You are browsing the archive for Clustering.

What can you do with 250K sandbox reports?

January 20, 2018 in Batch Analysis, Clustering, Malware Analysis, Sandboxing

I was recently asked about the data I released for the New Year celebration. The question was: okay, what can I do with all this alleged goodness?


For starters, this is the first time (at least to my knowledge) someone dumped 250K reports of sandboxed samples. The reports are not perfect, but can help you to understand the execution flow for many malware (and in more general terms: software) samples.

What does it mean in practice?

Let’s have a look…

Say you want to see all the possible driver names that these 250k include.

Why would you need that?

This could tell you what anti-analysis tricks malware samples use, what device names are used to fingerprint the OS. Perhaps some of these devices are not even documented yet!

grep -iE \\\\\.\\ Sandbox_250k_logs_Happy_New_Year_2018

gives you this:

You can play around with the output, but writing a perl/python script to extract these is probably a better idea.

Okay, what about the most popular function resolved using the GetProcAddress API?

Something like this could help:

grep -iE API::GetProcAddress Sandbox_250k_logs_Happy_New_Year_2018 | 
cut -d: -f3 | cut -d, -f2 | cut -d= -f2 | cut -d) -f1

This will give you a list of all APIs:

We can save the result to a file by redirecting the output of that command to e.g. ‘gpa.txt’:

grep -iE API::GetProcAddress Sandbox_250k_logs_Happy_New_Year_2018 | 
cut -d: -f3 | cut -d, -f2 | cut -d= -f2 | cut -d) -f1 > gpa.txt

This will take a while.

You can now sort it:

sort gpa.txt > gpa.txt.s

The resulting file gpa.txt.s can be then further analyzed – sorting by number of API occurrence, then sort the results in a descending order showing the most popular APIs:

cat gpa.txt.s | uniq -c | sort -r | more

All the above commands could be combined into a one, single ‘caterpillar’, but using intermediate files is sometimes handy. It facilitates further searcher later on… It also speeds things up.

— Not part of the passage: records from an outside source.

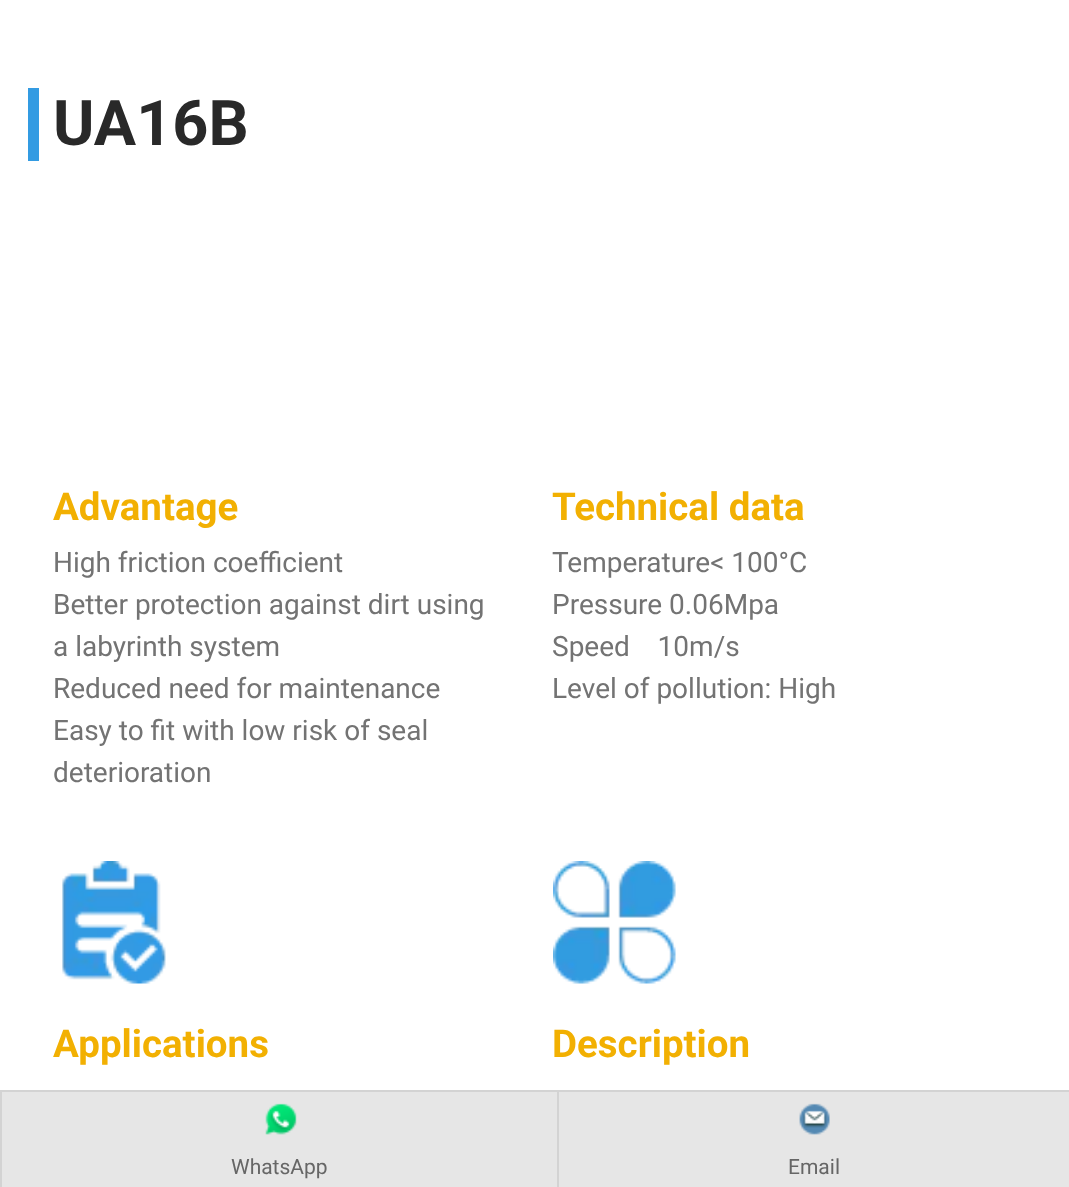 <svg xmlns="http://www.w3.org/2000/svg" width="1069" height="1187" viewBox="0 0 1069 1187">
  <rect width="100%" height="100%" fill="rgb(255,255,255)"/>
  <rect x="28" y="88" width="11" height="73" fill="rgb(51,155,226)"/>
  <text x="53" y="145" font-family="Roboto" font-size="63" font-weight="bold" fill="rgb(41,41,41)">UA16B</text>
  <text x="53" y="520" font-family="Roboto" font-size="38.5" font-weight="bold" fill="rgb(242,176,2)">Advantage</text>
  <g font-family="Roboto" font-size="28" fill="rgb(115,115,115)">
    <text>
      <tspan x="53" y="572">High friction coefficient</tspan>
      <tspan x="53" y="614">Better protection against dirt using</tspan>
      <tspan x="53" y="656">a labyrinth system</tspan>
      <tspan x="53" y="698">Reduced need for maintenance</tspan>
      <tspan x="53" y="740">Easy to fit with low risk of seal</tspan>
      <tspan x="53" y="782">deterioration</tspan>
    </text>
  </g>
  <text x="552" y="520" font-family="Roboto" font-size="38.5" font-weight="bold" fill="rgb(242,176,2)">Technical data</text>
  <g font-family="Roboto" font-size="28" fill="rgb(115,115,115)">
    <text xml:space="preserve"><tspan x="552" y="572">Temperature&lt; 100°C</tspan><tspan x="552" y="614">Pressure 0.06Mpa</tspan><tspan x="552" y="656">Speed    10m/s</tspan><tspan x="552" y="698">Level of pollution: High</tspan></text>
  </g>
  <image x="62" y="861" width="104" height="123" href="pic1.png"/>
  <text x="53" y="1057" font-family="Roboto" font-size="38.5" font-weight="bold" fill="rgb(242,176,2)">Applications</text>
  <image x="553" y="861" width="123" height="123" href="pic2.png"/>
  <text x="552" y="1057" font-family="Roboto" font-size="38.5" font-weight="bold" fill="rgb(242,176,2)">Description</text>
  <rect x="2" y="1092" width="1067" height="95" fill="rgba(221,221,221,0.75)"/>
  <rect x="0" y="1090" width="1069" height="2" fill="rgb(211,211,211)"/>
  <rect x="0" y="1092" width="2" height="95" fill="rgb(211,211,211)"/>
  <image x="265" y="1103" width="32" height="32" href="pic3.png"/>
  <text x="231" y="1174" font-family="Roboto" font-size="21" fill="rgb(102,102,102)">WhatsApp</text>
  <rect x="557" y="1092" width="2" height="95" fill="rgb(211,211,211)"/>
  <image x="799" y="1103" width="31" height="32" href="pic4.png"/>
  <text x="788" y="1174" font-family="Roboto" font-size="21" fill="rgb(102,102,102)">Email</text>
</svg>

Coming back to our last query, we could inquire for all APIs that include ‘Reg’ prefix/infix/suffix – this can give us some rough idea of what popular Registry APIs are resolved the most frequently:

cat gpa.txt.s | uniq -c | sort -r | grep -E "Reg" | more

How would you interpret the results?

There are some FPs there e.g. GetThemeBackgroundRegion, but it’s not a big deal. ANSI APIs (these with the ‘A’ at the end) are still more popular than the Unicode ones (more precisely, ‘Wide’ ones, with the ‘W’ at the end). Or, … the dataset we have at hand is biased towards older samples that were compiled w/o Unicode in mind. So… be careful… interpretation is very biased really.

But see? This is all an open book!

Again, want to emphasize that all the searches can be done in many ways.  It’s also possible you will find some flaws in my queries. It’s OK. This is a data for playing around!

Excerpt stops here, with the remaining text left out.